* _Task brief_: Below are the records; pull every line that includes "links".

* _Source material_:
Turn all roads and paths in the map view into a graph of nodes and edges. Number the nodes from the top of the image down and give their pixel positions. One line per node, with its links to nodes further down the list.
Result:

...

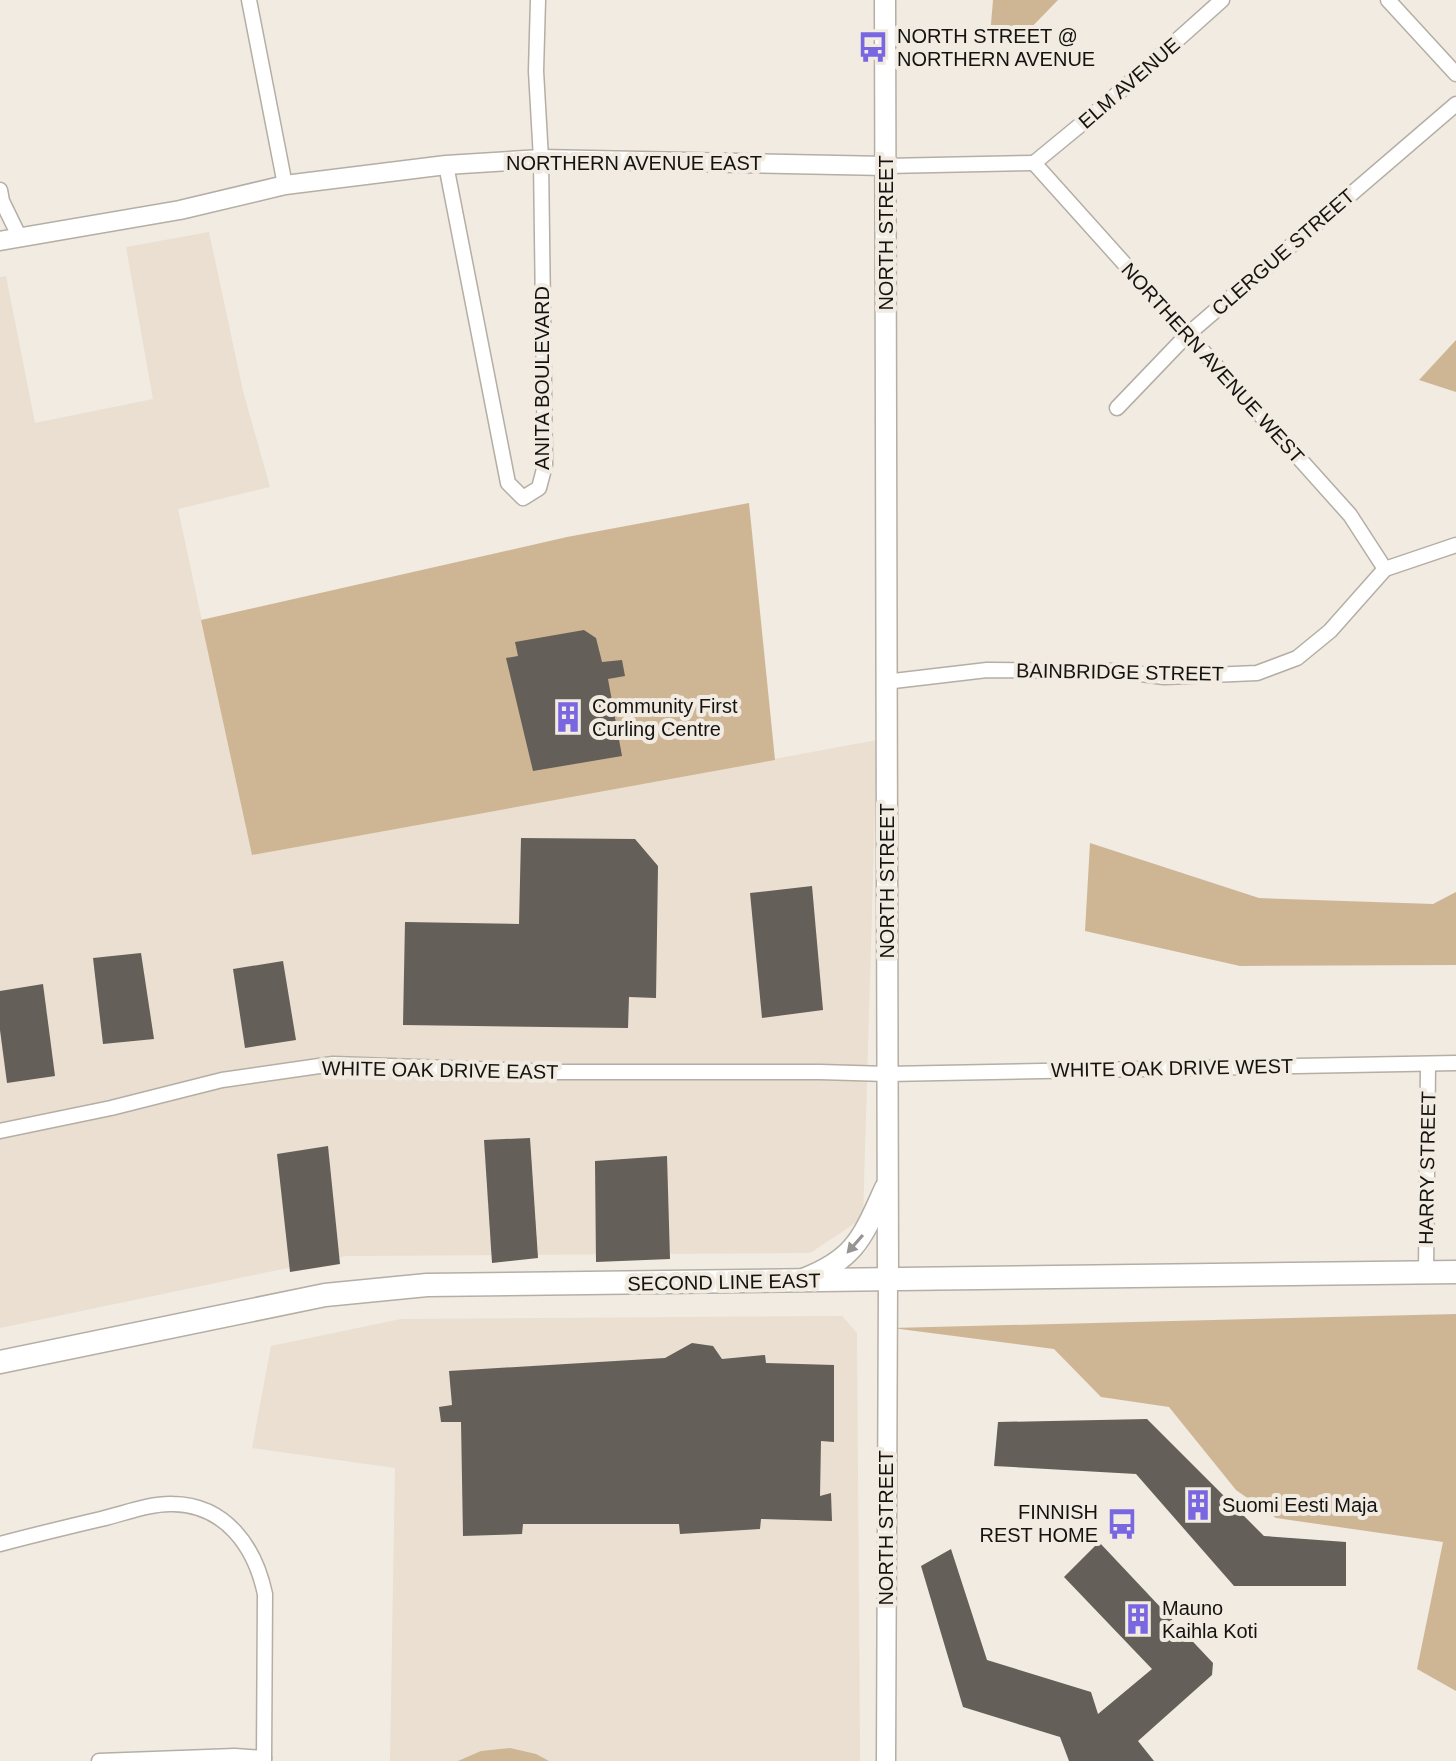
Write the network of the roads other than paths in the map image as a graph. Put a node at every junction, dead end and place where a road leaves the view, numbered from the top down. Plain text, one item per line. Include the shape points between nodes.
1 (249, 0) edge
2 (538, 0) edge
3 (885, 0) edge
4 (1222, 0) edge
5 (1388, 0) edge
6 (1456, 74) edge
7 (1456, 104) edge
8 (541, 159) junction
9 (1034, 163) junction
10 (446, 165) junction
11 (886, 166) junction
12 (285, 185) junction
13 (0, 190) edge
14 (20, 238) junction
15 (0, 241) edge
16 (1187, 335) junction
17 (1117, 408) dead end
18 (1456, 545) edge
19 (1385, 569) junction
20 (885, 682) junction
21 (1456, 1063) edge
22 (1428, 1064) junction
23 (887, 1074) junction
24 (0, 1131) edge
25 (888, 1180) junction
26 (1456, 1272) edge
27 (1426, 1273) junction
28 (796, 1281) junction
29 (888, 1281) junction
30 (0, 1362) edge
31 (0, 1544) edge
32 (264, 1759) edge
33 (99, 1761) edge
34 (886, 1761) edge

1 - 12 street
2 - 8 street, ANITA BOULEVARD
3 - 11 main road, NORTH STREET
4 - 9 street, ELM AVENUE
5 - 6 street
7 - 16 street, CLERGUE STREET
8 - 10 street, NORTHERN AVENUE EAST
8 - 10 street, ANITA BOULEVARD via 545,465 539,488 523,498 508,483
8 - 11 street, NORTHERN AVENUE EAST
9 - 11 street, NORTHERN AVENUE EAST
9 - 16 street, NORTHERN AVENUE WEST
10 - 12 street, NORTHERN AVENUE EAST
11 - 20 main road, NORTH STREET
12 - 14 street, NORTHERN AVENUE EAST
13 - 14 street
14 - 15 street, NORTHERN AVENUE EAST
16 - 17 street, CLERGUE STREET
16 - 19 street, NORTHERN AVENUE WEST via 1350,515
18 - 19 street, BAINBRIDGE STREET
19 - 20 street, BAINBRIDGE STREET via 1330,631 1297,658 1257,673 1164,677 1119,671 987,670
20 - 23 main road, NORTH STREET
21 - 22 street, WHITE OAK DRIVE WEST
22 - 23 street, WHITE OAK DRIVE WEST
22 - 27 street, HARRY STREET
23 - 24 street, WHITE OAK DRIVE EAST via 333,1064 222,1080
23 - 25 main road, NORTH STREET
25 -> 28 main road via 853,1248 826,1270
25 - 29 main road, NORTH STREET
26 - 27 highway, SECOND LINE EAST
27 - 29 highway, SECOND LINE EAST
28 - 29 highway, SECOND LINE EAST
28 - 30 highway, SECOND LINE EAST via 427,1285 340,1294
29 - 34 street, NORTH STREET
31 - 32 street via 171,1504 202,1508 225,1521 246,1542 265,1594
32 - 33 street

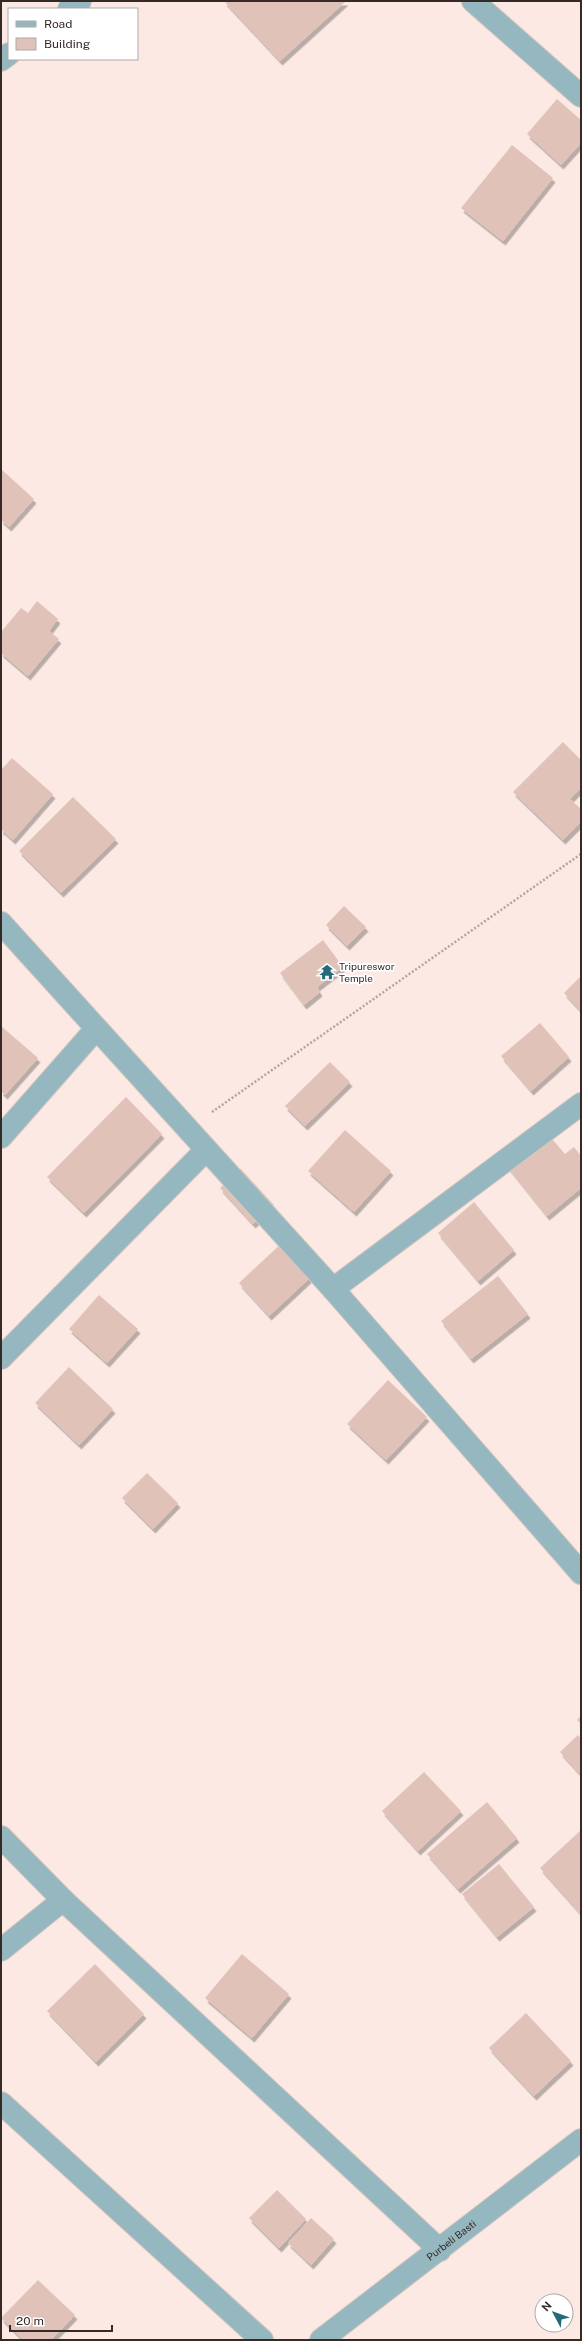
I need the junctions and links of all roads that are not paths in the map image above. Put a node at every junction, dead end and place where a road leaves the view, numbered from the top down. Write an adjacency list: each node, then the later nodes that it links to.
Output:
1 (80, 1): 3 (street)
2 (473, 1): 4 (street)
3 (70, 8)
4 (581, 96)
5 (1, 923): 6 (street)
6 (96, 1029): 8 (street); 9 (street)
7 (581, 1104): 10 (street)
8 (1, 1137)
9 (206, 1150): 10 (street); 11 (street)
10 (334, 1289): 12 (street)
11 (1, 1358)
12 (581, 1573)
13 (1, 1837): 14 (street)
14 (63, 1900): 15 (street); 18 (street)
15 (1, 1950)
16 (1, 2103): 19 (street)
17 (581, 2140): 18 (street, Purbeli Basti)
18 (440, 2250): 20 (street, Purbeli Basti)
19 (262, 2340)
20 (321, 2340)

* _Solution_:
Turn all roads and paths in the map view into a graph of nodes and edges. Number the nodes from the top of the image down and give their pixel positions. One line per node, with its links to nodes further down the list.
I need the junctions and links of all roads that are not paths in the map image above. Put a node at every junction, dead end and place where a road leaves the view, numbered from the top down. Write an adjacency list: each node, then the later nodes that it links to.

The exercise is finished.